• Task item: Somewhere below is a line with "cairo_new_sub_path(ctx);" and, later, a line with "cairo_set_miter_limit(ctx, 4);"; repeat those two lines and all the lines between them, exactly as they are.

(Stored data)
⟨
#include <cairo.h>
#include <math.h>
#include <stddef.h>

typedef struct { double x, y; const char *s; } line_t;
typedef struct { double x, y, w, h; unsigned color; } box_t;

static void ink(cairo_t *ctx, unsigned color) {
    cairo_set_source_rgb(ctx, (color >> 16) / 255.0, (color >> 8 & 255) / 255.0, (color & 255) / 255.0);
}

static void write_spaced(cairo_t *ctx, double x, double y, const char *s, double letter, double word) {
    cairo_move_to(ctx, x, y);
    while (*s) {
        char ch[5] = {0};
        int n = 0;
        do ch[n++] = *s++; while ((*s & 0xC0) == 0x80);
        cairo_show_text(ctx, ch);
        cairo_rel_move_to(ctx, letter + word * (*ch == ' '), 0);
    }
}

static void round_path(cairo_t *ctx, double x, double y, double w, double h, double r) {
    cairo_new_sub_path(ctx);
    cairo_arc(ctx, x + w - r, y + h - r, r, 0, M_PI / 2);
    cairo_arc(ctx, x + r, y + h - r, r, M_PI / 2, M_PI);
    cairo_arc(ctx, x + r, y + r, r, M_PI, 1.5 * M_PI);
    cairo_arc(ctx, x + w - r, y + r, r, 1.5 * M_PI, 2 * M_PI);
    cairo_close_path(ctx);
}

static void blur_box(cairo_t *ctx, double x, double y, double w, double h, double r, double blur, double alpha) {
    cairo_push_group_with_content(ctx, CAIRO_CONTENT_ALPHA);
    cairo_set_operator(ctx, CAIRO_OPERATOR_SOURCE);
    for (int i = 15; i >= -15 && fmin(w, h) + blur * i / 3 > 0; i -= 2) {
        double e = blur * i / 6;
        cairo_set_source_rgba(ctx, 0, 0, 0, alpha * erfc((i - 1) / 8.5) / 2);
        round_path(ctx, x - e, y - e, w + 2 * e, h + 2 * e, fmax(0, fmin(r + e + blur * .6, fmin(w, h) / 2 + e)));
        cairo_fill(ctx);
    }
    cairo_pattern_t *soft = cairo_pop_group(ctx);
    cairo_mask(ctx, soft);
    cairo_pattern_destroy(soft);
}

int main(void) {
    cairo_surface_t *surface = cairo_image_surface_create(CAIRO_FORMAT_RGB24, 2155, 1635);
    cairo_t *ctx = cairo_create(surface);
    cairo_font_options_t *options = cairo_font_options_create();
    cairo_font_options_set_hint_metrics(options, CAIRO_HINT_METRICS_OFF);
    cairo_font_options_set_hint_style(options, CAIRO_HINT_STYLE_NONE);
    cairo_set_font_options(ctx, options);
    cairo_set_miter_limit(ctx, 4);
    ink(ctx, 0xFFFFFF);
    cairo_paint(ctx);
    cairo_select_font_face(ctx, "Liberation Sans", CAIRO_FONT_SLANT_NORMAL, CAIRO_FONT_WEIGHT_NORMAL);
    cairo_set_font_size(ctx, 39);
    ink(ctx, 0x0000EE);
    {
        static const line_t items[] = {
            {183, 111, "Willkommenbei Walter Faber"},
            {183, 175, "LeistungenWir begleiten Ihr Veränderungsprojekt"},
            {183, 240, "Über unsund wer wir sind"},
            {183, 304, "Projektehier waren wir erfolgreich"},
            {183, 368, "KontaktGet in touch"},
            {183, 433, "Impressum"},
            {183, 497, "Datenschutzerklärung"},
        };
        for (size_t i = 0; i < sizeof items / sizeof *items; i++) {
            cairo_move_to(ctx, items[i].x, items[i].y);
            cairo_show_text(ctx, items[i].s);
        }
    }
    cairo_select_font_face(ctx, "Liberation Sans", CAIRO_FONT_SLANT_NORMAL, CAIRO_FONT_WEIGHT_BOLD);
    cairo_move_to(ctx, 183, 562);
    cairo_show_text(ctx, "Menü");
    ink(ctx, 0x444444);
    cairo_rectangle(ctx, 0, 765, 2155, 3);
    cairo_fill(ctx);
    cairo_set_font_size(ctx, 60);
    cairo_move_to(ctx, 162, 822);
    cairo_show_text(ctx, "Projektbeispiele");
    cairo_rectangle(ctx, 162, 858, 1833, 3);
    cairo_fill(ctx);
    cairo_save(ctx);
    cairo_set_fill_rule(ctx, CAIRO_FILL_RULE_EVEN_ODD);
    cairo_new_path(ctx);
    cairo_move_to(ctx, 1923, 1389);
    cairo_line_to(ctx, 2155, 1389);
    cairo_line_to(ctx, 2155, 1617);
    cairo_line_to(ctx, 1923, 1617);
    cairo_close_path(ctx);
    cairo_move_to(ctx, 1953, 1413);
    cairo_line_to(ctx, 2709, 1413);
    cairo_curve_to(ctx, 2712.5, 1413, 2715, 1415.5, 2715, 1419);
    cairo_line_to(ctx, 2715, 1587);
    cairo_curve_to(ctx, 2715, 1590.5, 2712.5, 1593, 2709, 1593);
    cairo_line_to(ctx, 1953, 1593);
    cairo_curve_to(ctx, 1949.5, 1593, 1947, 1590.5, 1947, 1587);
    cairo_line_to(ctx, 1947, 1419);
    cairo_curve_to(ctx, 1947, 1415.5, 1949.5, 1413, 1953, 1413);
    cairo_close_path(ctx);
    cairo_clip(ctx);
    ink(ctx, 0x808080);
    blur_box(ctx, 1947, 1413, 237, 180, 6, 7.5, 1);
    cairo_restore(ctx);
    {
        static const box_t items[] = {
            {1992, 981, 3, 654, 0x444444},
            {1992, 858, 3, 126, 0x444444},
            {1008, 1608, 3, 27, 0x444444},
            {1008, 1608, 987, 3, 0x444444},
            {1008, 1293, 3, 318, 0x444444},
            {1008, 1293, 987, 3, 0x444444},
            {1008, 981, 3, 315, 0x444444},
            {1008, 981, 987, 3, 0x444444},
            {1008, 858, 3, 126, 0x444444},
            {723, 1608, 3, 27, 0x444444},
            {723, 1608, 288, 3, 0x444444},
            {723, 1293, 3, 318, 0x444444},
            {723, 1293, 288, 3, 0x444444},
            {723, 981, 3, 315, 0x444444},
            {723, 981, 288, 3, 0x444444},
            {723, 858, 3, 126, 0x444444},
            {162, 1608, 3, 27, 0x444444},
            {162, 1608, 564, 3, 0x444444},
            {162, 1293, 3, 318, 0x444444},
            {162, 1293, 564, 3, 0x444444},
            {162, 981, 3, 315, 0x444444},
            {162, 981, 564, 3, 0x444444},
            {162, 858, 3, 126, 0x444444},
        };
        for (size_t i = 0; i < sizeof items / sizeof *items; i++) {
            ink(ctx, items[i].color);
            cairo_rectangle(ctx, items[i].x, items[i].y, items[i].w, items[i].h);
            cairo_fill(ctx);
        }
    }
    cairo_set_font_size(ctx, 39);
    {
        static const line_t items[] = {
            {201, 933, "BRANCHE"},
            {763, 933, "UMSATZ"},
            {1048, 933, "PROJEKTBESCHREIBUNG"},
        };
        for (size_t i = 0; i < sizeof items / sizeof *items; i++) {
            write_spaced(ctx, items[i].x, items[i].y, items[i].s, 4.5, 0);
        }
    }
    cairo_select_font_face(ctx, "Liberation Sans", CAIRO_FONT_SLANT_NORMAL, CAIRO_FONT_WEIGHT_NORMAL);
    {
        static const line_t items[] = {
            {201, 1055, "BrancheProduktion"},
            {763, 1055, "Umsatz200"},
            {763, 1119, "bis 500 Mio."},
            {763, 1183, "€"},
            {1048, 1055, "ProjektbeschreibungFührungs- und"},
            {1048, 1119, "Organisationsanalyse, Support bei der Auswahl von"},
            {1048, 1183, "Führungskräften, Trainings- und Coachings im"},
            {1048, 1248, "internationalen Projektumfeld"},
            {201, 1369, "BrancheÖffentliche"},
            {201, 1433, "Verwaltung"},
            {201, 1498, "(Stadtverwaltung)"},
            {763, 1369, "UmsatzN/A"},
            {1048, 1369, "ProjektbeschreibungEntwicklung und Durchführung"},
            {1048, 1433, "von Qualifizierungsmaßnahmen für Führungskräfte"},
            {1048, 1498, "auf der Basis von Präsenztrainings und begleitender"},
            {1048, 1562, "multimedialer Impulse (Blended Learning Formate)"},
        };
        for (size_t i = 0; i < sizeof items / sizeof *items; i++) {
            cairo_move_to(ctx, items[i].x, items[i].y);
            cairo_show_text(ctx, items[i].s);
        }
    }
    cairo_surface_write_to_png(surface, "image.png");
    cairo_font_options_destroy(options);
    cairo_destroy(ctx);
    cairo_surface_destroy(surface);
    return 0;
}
⟩
• Exercise result:
    cairo_new_sub_path(ctx);
    cairo_arc(ctx, x + w - r, y + h - r, r, 0, M_PI / 2);
    cairo_arc(ctx, x + r, y + h - r, r, M_PI / 2, M_PI);
    cairo_arc(ctx, x + r, y + r, r, M_PI, 1.5 * M_PI);
    cairo_arc(ctx, x + w - r, y + r, r, 1.5 * M_PI, 2 * M_PI);
    cairo_close_path(ctx);
}

static void blur_box(cairo_t *ctx, double x, double y, double w, double h, double r, double blur, double alpha) {
    cairo_push_group_with_content(ctx, CAIRO_CONTENT_ALPHA);
    cairo_set_operator(ctx, CAIRO_OPERATOR_SOURCE);
    for (int i = 15; i >= -15 && fmin(w, h) + blur * i / 3 > 0; i -= 2) {
        double e = blur * i / 6;
        cairo_set_source_rgba(ctx, 0, 0, 0, alpha * erfc((i - 1) / 8.5) / 2);
        round_path(ctx, x - e, y - e, w + 2 * e, h + 2 * e, fmax(0, fmin(r + e + blur * .6, fmin(w, h) / 2 + e)));
        cairo_fill(ctx);
    }
    cairo_pattern_t *soft = cairo_pop_group(ctx);
    cairo_mask(ctx, soft);
    cairo_pattern_destroy(soft);
}

int main(void) {
    cairo_surface_t *surface = cairo_image_surface_create(CAIRO_FORMAT_RGB24, 2155, 1635);
    cairo_t *ctx = cairo_create(surface);
    cairo_font_options_t *options = cairo_font_options_create();
    cairo_font_options_set_hint_metrics(options, CAIRO_HINT_METRICS_OFF);
    cairo_font_options_set_hint_style(options, CAIRO_HINT_STYLE_NONE);
    cairo_set_font_options(ctx, options);
    cairo_set_miter_limit(ctx, 4);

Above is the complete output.